** RECORDS SHOWN follows **

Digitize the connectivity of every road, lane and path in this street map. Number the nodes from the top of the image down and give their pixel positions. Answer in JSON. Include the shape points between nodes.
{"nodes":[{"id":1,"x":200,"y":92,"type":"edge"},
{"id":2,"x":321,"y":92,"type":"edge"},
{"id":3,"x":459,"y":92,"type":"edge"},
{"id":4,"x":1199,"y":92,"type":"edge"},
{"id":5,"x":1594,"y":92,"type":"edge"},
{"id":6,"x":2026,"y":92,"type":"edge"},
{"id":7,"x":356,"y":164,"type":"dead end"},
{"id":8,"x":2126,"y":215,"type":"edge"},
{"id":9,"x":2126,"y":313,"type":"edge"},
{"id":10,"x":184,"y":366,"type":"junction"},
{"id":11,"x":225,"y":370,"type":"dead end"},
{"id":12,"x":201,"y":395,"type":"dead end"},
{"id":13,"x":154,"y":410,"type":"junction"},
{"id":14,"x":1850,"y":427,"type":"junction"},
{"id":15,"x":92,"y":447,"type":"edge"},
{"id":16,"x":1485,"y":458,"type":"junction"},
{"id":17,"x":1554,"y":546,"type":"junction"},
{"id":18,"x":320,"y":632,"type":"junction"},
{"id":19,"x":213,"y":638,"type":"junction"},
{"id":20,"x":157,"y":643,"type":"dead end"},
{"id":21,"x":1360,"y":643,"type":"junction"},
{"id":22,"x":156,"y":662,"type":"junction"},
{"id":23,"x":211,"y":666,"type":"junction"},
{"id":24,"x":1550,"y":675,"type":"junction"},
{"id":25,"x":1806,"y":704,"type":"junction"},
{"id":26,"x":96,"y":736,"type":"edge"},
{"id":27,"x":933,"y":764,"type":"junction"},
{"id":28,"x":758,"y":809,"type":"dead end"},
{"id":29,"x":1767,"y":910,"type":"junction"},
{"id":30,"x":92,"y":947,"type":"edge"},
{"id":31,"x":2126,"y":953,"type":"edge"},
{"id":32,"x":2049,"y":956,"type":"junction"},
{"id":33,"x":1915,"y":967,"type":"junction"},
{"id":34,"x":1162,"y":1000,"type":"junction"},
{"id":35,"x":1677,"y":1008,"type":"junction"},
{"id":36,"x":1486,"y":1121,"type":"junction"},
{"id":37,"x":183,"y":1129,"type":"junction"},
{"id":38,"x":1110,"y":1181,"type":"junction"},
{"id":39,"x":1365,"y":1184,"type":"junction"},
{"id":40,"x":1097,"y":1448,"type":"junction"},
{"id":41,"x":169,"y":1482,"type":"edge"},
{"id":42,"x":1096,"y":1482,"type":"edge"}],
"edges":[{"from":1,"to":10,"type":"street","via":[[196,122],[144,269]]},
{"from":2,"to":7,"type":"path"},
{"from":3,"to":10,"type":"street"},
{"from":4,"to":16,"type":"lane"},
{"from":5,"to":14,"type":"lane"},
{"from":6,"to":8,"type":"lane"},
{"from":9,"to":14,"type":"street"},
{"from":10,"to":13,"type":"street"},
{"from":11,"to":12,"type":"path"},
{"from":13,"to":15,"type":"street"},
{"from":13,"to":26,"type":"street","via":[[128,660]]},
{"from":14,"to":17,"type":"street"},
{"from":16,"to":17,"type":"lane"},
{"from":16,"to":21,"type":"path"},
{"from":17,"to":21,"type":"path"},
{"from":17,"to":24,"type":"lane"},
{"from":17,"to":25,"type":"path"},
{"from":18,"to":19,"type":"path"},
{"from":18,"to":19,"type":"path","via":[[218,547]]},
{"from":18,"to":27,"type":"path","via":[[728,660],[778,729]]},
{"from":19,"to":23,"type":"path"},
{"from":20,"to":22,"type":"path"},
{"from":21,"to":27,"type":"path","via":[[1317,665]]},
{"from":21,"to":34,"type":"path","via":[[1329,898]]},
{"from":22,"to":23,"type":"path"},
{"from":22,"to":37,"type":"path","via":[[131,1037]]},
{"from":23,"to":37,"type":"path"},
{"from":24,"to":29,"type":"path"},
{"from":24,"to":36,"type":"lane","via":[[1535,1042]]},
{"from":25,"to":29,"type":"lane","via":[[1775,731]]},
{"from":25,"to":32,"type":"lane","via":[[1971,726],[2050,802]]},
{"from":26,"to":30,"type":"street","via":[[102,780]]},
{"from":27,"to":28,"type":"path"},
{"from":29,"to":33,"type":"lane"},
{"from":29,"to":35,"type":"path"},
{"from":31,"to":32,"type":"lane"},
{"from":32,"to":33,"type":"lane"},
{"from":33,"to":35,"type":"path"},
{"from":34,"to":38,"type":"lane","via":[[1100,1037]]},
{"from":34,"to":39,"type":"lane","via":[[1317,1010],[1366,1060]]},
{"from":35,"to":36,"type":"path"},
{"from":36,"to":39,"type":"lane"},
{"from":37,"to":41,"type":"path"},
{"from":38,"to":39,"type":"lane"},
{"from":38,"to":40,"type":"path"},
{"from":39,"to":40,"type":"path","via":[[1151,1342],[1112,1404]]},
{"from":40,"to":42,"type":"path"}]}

** End of RECORDS SHOWN **

* **EXERCISE DETAILS**
State the number of lines in this listing that contain the string "nodes", and add nothing else.

* **RESPONSE TO THE EXERCISE**
2